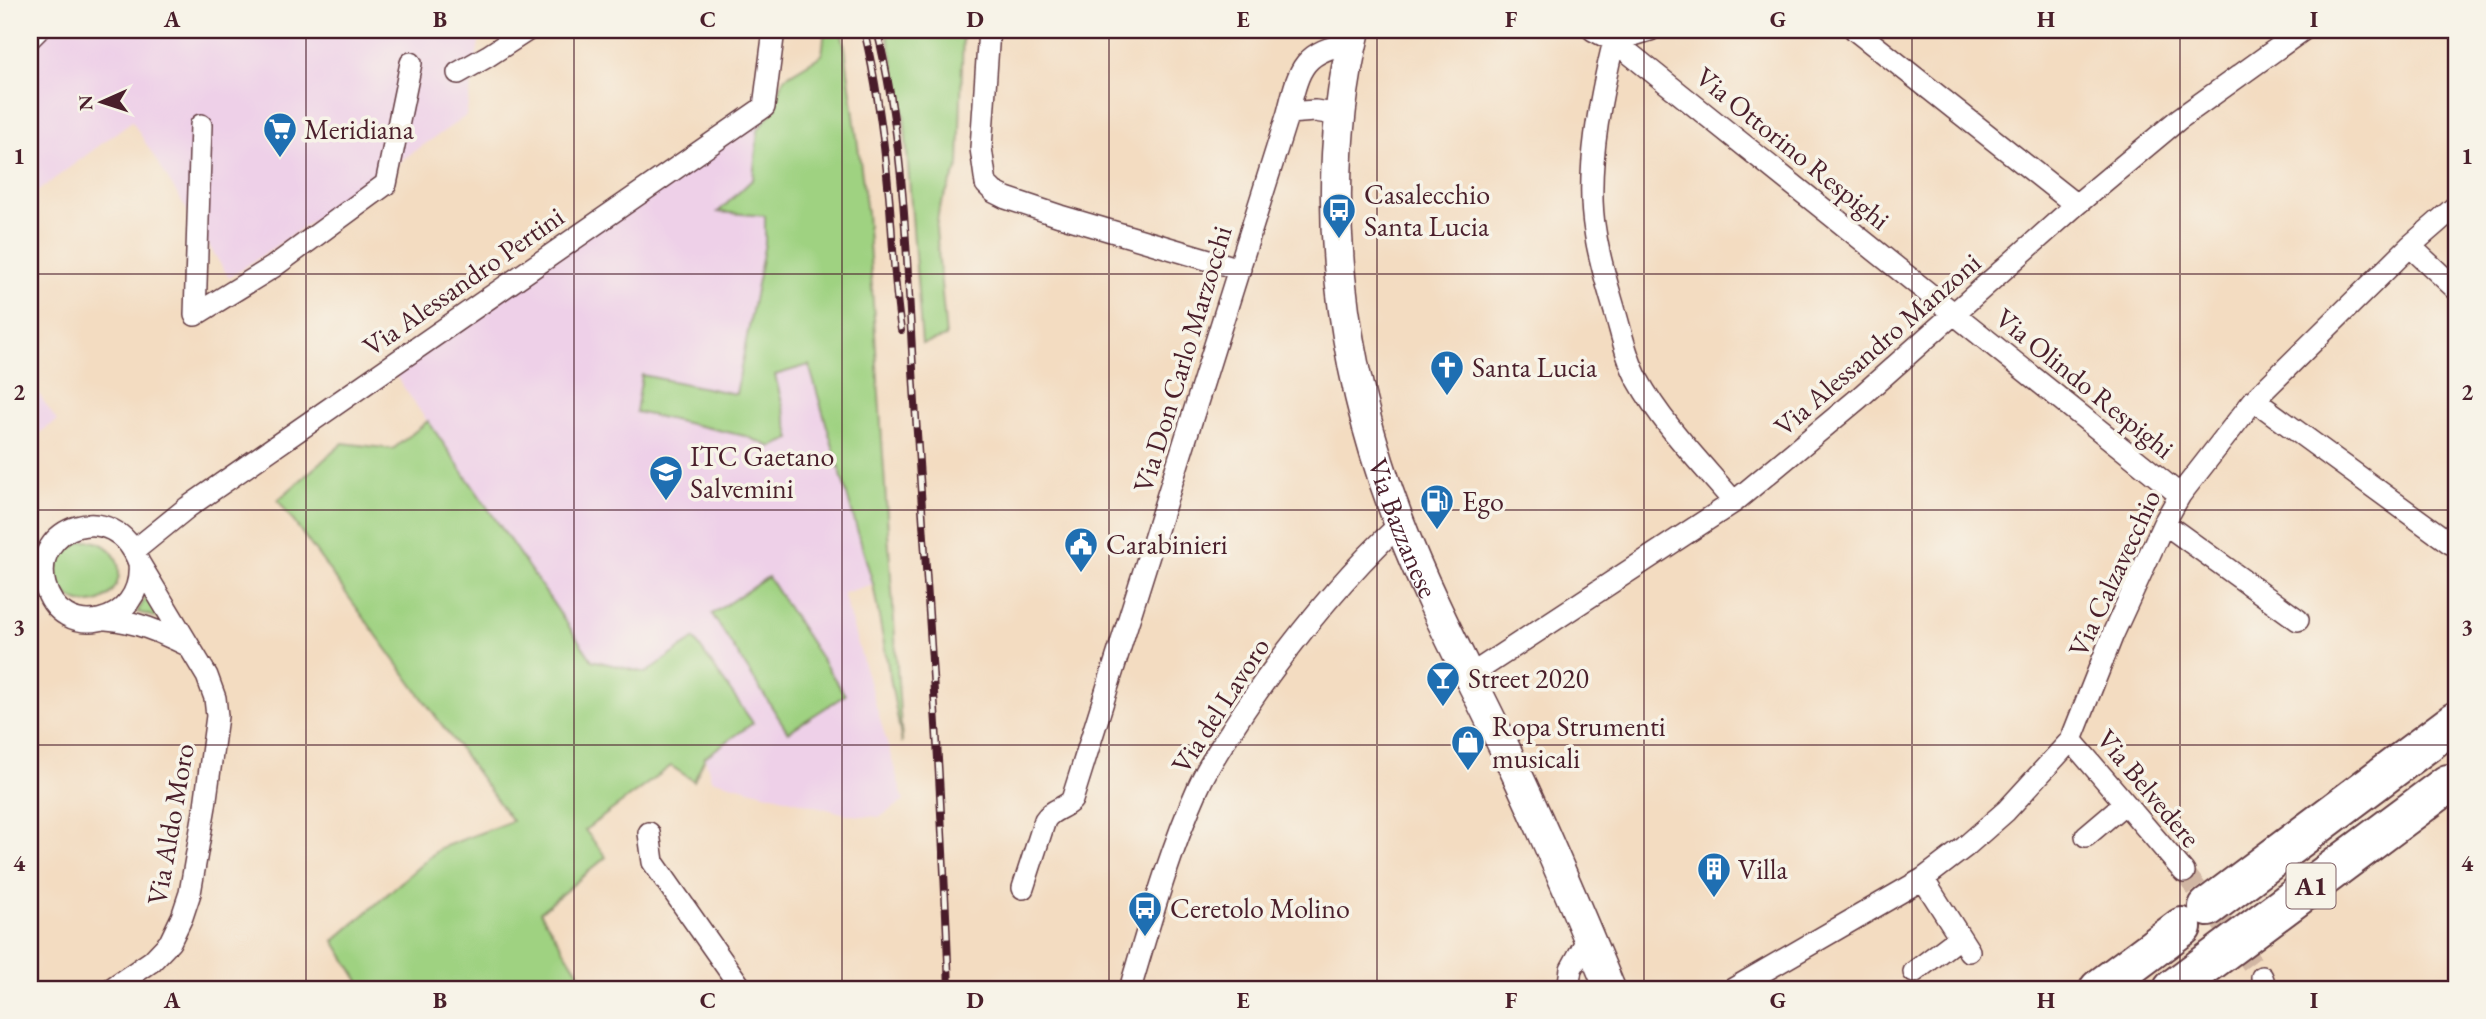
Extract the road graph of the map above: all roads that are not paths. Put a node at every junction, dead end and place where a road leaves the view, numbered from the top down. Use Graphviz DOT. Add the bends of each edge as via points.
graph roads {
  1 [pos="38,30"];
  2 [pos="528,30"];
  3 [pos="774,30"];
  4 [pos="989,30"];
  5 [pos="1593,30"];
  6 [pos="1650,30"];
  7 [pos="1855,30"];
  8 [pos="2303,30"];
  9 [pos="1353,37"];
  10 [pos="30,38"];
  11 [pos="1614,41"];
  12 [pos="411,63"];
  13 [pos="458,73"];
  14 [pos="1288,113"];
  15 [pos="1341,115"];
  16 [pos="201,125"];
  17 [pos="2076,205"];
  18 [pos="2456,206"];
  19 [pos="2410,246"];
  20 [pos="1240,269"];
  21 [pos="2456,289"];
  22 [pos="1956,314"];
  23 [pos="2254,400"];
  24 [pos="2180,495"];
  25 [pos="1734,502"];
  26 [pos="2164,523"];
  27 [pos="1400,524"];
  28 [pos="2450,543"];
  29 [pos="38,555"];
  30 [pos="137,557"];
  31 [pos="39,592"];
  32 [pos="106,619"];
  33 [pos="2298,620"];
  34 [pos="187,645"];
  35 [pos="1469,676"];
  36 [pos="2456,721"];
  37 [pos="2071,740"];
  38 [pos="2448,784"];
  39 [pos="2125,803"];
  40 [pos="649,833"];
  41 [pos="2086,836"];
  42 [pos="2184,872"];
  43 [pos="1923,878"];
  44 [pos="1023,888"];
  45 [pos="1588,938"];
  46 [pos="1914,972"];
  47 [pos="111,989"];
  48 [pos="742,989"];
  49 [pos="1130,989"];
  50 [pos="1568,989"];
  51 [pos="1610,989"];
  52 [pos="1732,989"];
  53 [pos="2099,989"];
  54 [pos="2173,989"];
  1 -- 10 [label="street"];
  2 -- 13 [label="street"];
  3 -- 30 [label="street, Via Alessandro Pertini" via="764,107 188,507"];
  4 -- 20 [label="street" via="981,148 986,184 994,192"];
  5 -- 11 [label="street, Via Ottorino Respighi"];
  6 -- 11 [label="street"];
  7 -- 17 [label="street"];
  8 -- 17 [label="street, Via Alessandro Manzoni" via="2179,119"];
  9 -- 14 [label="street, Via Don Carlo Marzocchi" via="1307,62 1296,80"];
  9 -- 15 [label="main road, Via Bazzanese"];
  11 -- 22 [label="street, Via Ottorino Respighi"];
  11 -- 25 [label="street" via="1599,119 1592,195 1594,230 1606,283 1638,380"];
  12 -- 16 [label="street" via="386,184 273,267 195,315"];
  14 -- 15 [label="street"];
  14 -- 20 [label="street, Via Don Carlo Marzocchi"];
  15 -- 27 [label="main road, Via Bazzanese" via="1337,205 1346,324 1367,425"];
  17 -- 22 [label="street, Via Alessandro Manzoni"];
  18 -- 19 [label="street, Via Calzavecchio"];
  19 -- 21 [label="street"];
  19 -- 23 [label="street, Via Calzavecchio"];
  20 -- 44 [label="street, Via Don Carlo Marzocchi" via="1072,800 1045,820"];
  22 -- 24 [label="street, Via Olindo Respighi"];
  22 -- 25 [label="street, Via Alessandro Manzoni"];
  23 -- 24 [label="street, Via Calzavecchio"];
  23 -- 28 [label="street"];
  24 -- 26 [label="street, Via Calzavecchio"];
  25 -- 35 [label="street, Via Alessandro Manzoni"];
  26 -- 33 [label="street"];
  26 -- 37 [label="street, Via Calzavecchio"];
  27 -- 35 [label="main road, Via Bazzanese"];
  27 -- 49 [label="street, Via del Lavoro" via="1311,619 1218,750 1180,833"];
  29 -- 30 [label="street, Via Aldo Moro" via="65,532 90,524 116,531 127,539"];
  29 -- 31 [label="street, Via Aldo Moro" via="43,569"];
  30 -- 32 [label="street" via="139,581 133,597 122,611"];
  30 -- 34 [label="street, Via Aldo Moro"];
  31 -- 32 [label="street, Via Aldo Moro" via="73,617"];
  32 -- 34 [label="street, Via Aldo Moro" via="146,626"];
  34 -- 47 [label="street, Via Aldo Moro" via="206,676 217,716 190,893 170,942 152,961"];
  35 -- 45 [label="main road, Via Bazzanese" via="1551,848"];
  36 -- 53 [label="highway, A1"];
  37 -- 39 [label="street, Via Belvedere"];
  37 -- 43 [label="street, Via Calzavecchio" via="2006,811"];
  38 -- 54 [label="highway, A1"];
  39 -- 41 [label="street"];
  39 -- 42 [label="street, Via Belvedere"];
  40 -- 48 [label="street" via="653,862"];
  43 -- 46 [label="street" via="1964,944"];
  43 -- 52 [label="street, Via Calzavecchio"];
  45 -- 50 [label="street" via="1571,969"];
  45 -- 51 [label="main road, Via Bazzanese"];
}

-----

• _TASK GOAL_:
Only the records, copied exactly and without pictures, should make up the answer.

• _RESPONSE FOR THIS EXERCISE_:
Extract the road graph of the map above: all roads that are not paths. Put a node at every junction, dead end and place where a road leaves the view, numbered from the top down. Use Graphviz DOT. Add the bends of each edge as via points.
graph roads {
  1 [pos="38,30"];
  2 [pos="528,30"];
  3 [pos="774,30"];
  4 [pos="989,30"];
  5 [pos="1593,30"];
  6 [pos="1650,30"];
  7 [pos="1855,30"];
  8 [pos="2303,30"];
  9 [pos="1353,37"];
  10 [pos="30,38"];
  11 [pos="1614,41"];
  12 [pos="411,63"];
  13 [pos="458,73"];
  14 [pos="1288,113"];
  15 [pos="1341,115"];
  16 [pos="201,125"];
  17 [pos="2076,205"];
  18 [pos="2456,206"];
  19 [pos="2410,246"];
  20 [pos="1240,269"];
  21 [pos="2456,289"];
  22 [pos="1956,314"];
  23 [pos="2254,400"];
  24 [pos="2180,495"];
  25 [pos="1734,502"];
  26 [pos="2164,523"];
  27 [pos="1400,524"];
  28 [pos="2450,543"];
  29 [pos="38,555"];
  30 [pos="137,557"];
  31 [pos="39,592"];
  32 [pos="106,619"];
  33 [pos="2298,620"];
  34 [pos="187,645"];
  35 [pos="1469,676"];
  36 [pos="2456,721"];
  37 [pos="2071,740"];
  38 [pos="2448,784"];
  39 [pos="2125,803"];
  40 [pos="649,833"];
  41 [pos="2086,836"];
  42 [pos="2184,872"];
  43 [pos="1923,878"];
  44 [pos="1023,888"];
  45 [pos="1588,938"];
  46 [pos="1914,972"];
  47 [pos="111,989"];
  48 [pos="742,989"];
  49 [pos="1130,989"];
  50 [pos="1568,989"];
  51 [pos="1610,989"];
  52 [pos="1732,989"];
  53 [pos="2099,989"];
  54 [pos="2173,989"];
  1 -- 10 [label="street"];
  2 -- 13 [label="street"];
  3 -- 30 [label="street, Via Alessandro Pertini" via="764,107 188,507"];
  4 -- 20 [label="street" via="981,148 986,184 994,192"];
  5 -- 11 [label="street, Via Ottorino Respighi"];
  6 -- 11 [label="street"];
  7 -- 17 [label="street"];
  8 -- 17 [label="street, Via Alessandro Manzoni" via="2179,119"];
  9 -- 14 [label="street, Via Don Carlo Marzocchi" via="1307,62 1296,80"];
  9 -- 15 [label="main road, Via Bazzanese"];
  11 -- 22 [label="street, Via Ottorino Respighi"];
  11 -- 25 [label="street" via="1599,119 1592,195 1594,230 1606,283 1638,380"];
  12 -- 16 [label="street" via="386,184 273,267 195,315"];
  14 -- 15 [label="street"];
  14 -- 20 [label="street, Via Don Carlo Marzocchi"];
  15 -- 27 [label="main road, Via Bazzanese" via="1337,205 1346,324 1367,425"];
  17 -- 22 [label="street, Via Alessandro Manzoni"];
  18 -- 19 [label="street, Via Calzavecchio"];
  19 -- 21 [label="street"];
  19 -- 23 [label="street, Via Calzavecchio"];
  20 -- 44 [label="street, Via Don Carlo Marzocchi" via="1072,800 1045,820"];
  22 -- 24 [label="street, Via Olindo Respighi"];
  22 -- 25 [label="street, Via Alessandro Manzoni"];
  23 -- 24 [label="street, Via Calzavecchio"];
  23 -- 28 [label="street"];
  24 -- 26 [label="street, Via Calzavecchio"];
  25 -- 35 [label="street, Via Alessandro Manzoni"];
  26 -- 33 [label="street"];
  26 -- 37 [label="street, Via Calzavecchio"];
  27 -- 35 [label="main road, Via Bazzanese"];
  27 -- 49 [label="street, Via del Lavoro" via="1311,619 1218,750 1180,833"];
  29 -- 30 [label="street, Via Aldo Moro" via="65,532 90,524 116,531 127,539"];
  29 -- 31 [label="street, Via Aldo Moro" via="43,569"];
  30 -- 32 [label="street" via="139,581 133,597 122,611"];
  30 -- 34 [label="street, Via Aldo Moro"];
  31 -- 32 [label="street, Via Aldo Moro" via="73,617"];
  32 -- 34 [label="street, Via Aldo Moro" via="146,626"];
  34 -- 47 [label="street, Via Aldo Moro" via="206,676 217,716 190,893 170,942 152,961"];
  35 -- 45 [label="main road, Via Bazzanese" via="1551,848"];
  36 -- 53 [label="highway, A1"];
  37 -- 39 [label="street, Via Belvedere"];
  37 -- 43 [label="street, Via Calzavecchio" via="2006,811"];
  38 -- 54 [label="highway, A1"];
  39 -- 41 [label="street"];
  39 -- 42 [label="street, Via Belvedere"];
  40 -- 48 [label="street" via="653,862"];
  43 -- 46 [label="street" via="1964,944"];
  43 -- 52 [label="street, Via Calzavecchio"];
  45 -- 50 [label="street" via="1571,969"];
  45 -- 51 [label="main road, Via Bazzanese"];
}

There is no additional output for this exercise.